I Paesi Bassi sono inquieti per il caso-Schillebeeckx, il teologo domenicano sotto processo da parte dell’allora Congregazione per la Dottrina della Fede. E sono anche inquieti perché il sinodo di metà gennaio 1980, convocato da Giovanni Paolo II, è un affare di vertice. Non si conosce l’agenda dei lavori, tenuta nascosta, si dice, perché vescovi e preti non ne discutano con la base.

***

Il sinodo incomincia lunedì 14 gennaio del 1980 a Roma. Il presidente della Conferenza episcopale, card. Johannes Willebrands, aveva proposto alla Santa Sede di rendere noto il documento di lavoro e di studiare la maniera migliore per consultare gli esperti, preti e laici. Si sarebbe discusso sulla collegialità, dato che i vescovi olandesi non andavano d’accordo.
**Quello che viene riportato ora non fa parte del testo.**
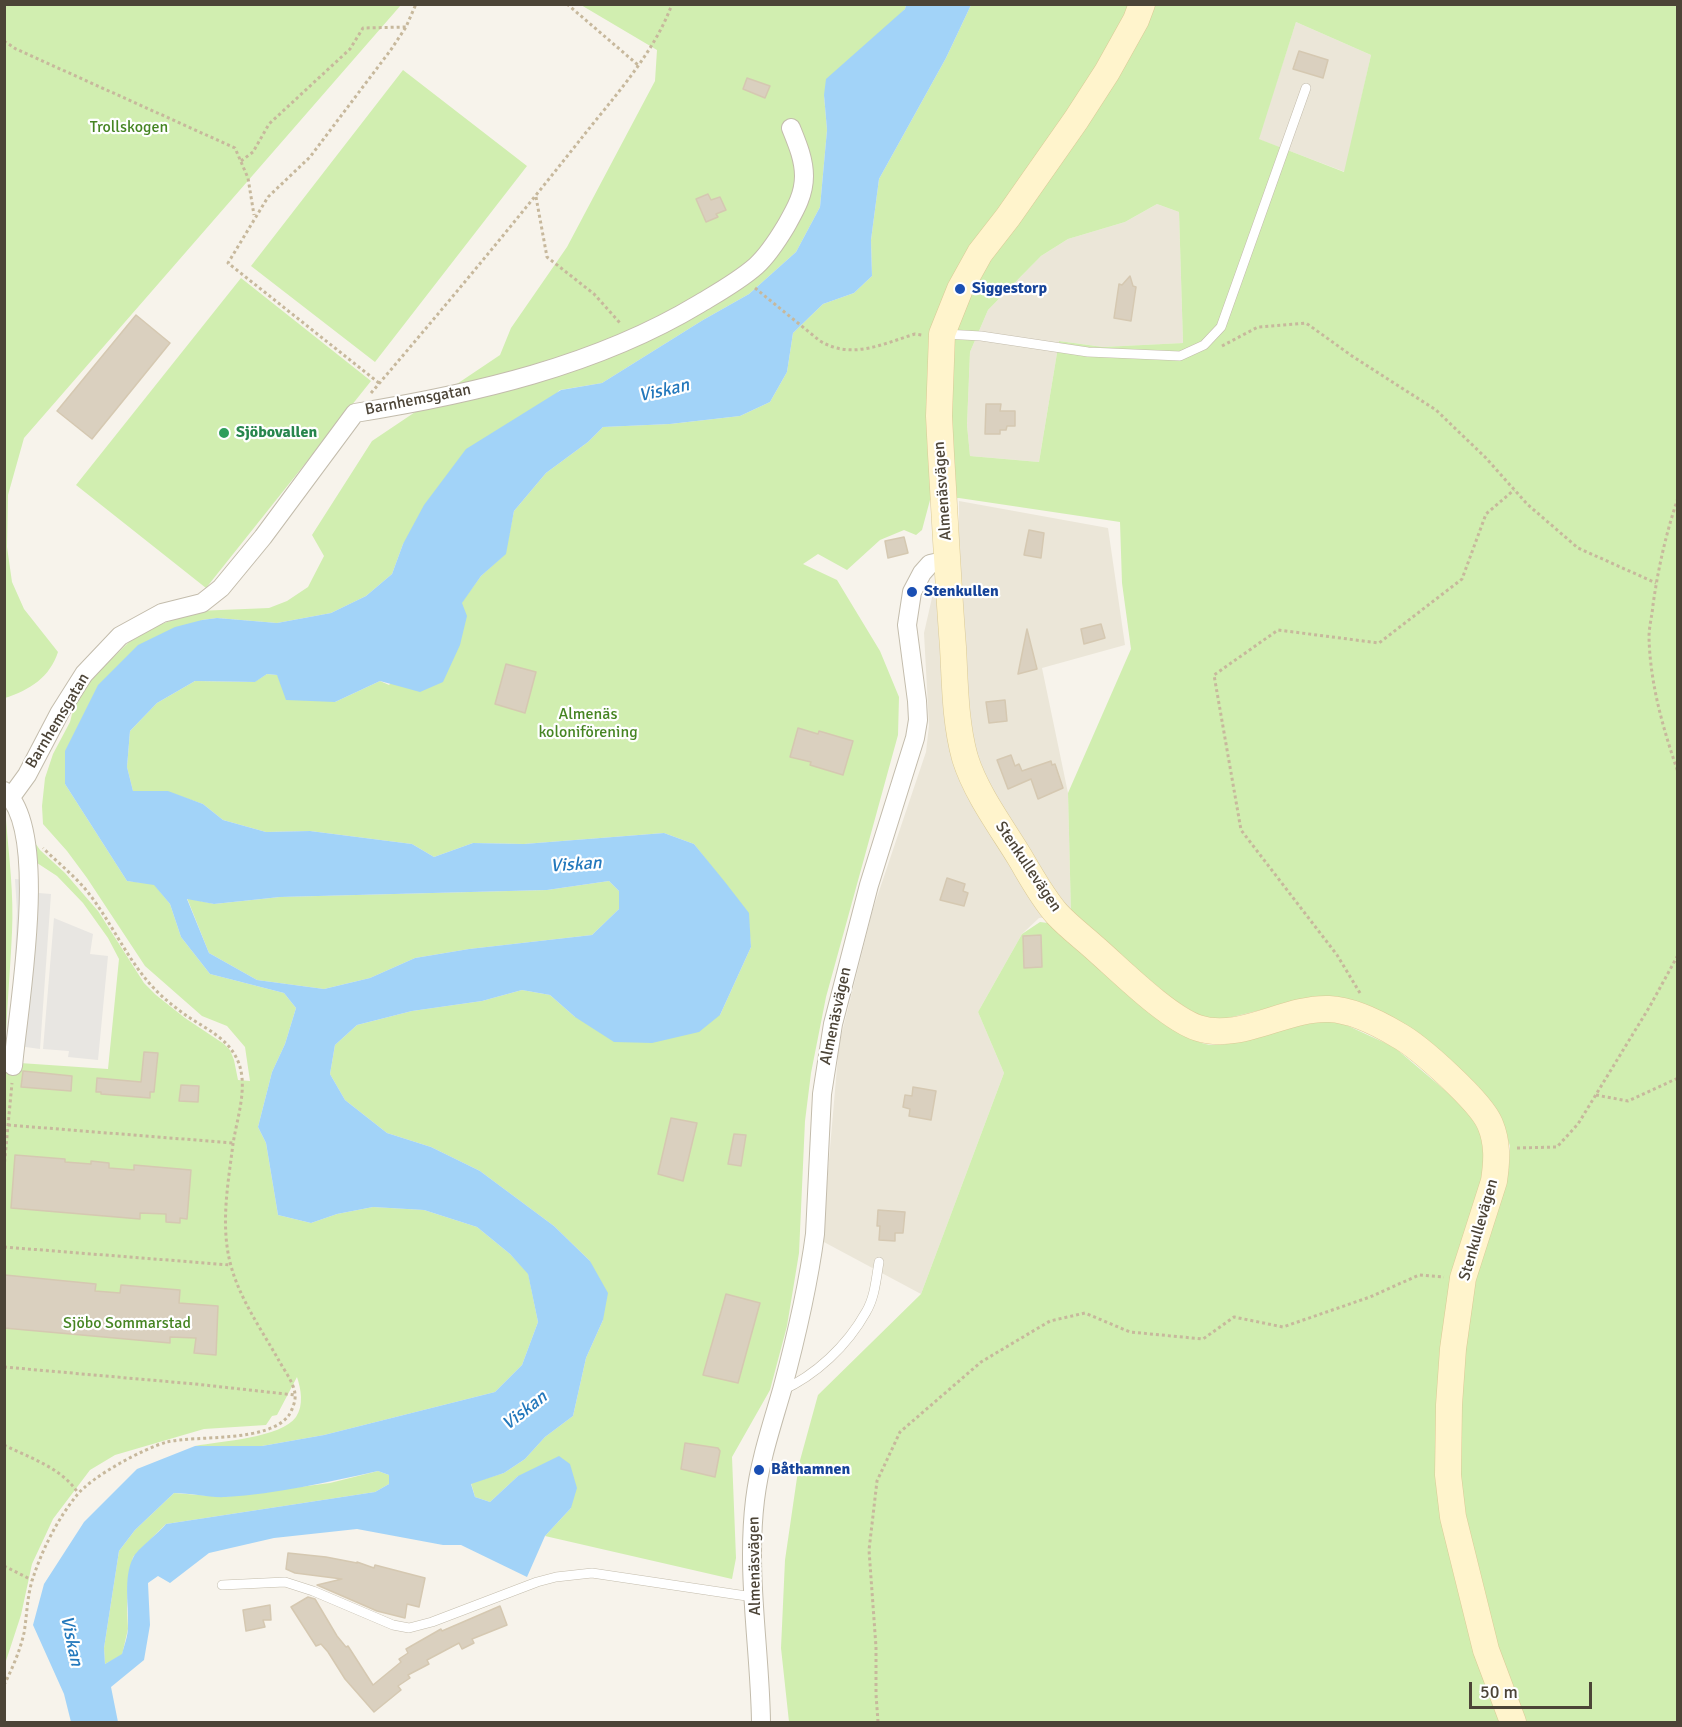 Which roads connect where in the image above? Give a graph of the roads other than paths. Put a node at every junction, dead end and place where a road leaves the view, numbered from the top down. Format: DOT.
graph roads {
  1 [pos="1142,4"];
  2 [pos="1306,88"];
  3 [pos="791,128"];
  4 [pos="942,334"];
  5 [pos="948,560"];
  6 [pos="8,794"];
  7 [pos="13,1066"];
  8 [pos="879,1262"];
  9 [pos="781,1391"];
  10 [pos="222,1585"];
  11 [pos="753,1597"];
  12 [pos="761,1722"];
  13 [pos="1513,1722"];
  1 -- 4 [label="street, Almenäsvägen"];
  2 -- 4 [label="lane"];
  3 -- 6 [label="street, Barnhemsgatan"];
  4 -- 5 [label="street, Almenäsvägen"];
  5 -- 9 [label="street, Almenäsvägen"];
  5 -- 13 [label="street, Stenkullevägen"];
  6 -- 7 [label="street, Barnhemsgatan"];
  8 -- 9 [label="lane"];
  9 -- 11 [label="street, Almenäsvägen"];
  10 -- 11 [label="lane"];
  11 -- 12 [label="street, Almenäsvägen"];
} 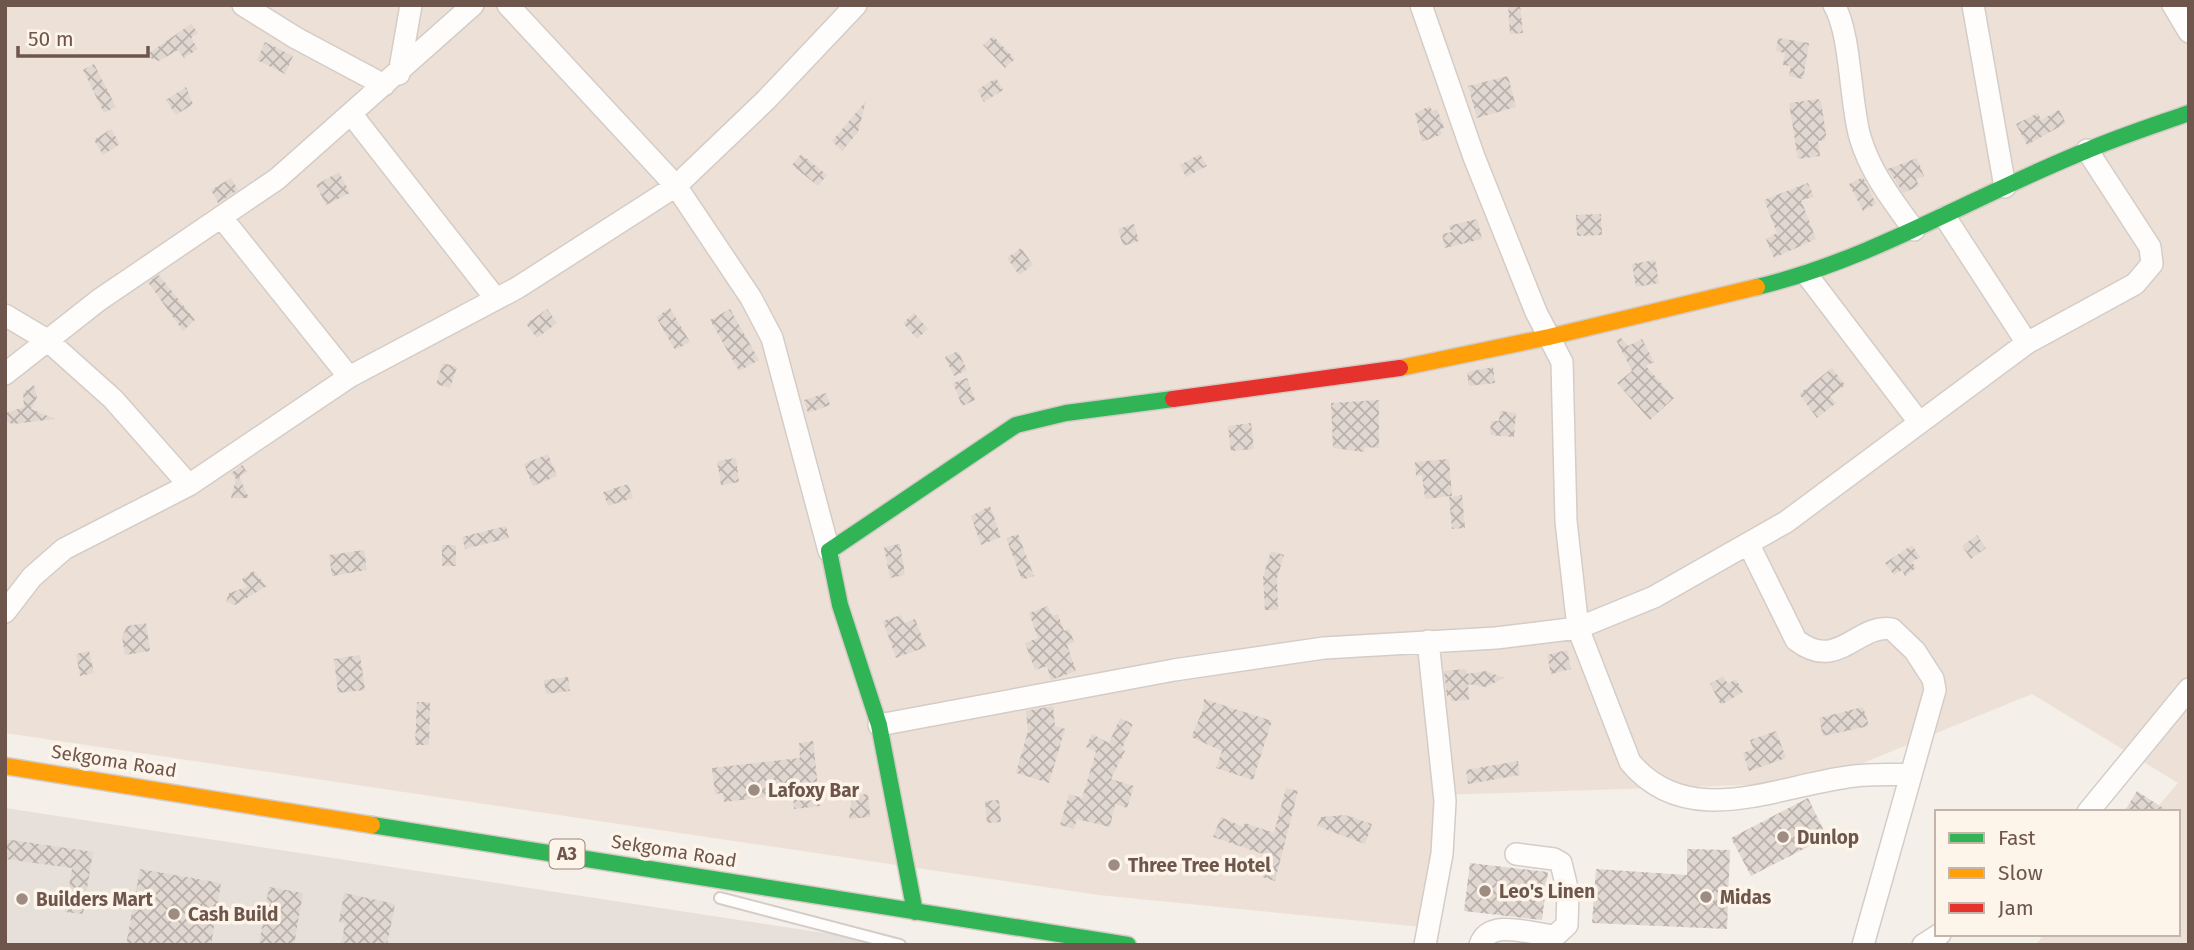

La Santa Sede aveva nominato due vescovi tradizionalisti, Adrianus Simonis e Joannes Baptist Matthijs Gijsen, rispettivamente nelle sedi di Rotterdam e Roermond. Preti e fedeli reagirono agli attacchi contro i preti sposati portati da Gijsen, ricordando l’Assemblea pastorale nazionale, tenutasi nell’ottobre 1978 a Noordwijkerhut, dove per la verità capitò di tutto. Vescovi contestati, il card. Willebrands in difficoltà, mons. Bluyssen, vescovo di ‘s-Hertogenbosch, applaudito e Gijsen e Simonis fischiati.

Nel corso dell’Assemblea, i vescovi olandesi approvarono nove «raccomandazioni» su dieci, ma alla settima si opposero: «Invitiamo con forza a sperimentare l’accesso al servizio presbiterale di uomini sposati, donne, preti che vogliono sposarsi o che già lo sono, chiediamo di nuovo alla Conferenza episcopale di porre la questione anche a Roma se non sia il caso di riammettere nei luoghi di formazione teologica i docenti (preti) sposati. Pertanto, chiediamo al nostro arcivescovo di trattare nuovamente la richiesta, da tempo manifestata all’interno della Chiesa olandese, in un colloquio collegiale con i rappresentanti dell’episcopato mondiale sotto la direzione del papa».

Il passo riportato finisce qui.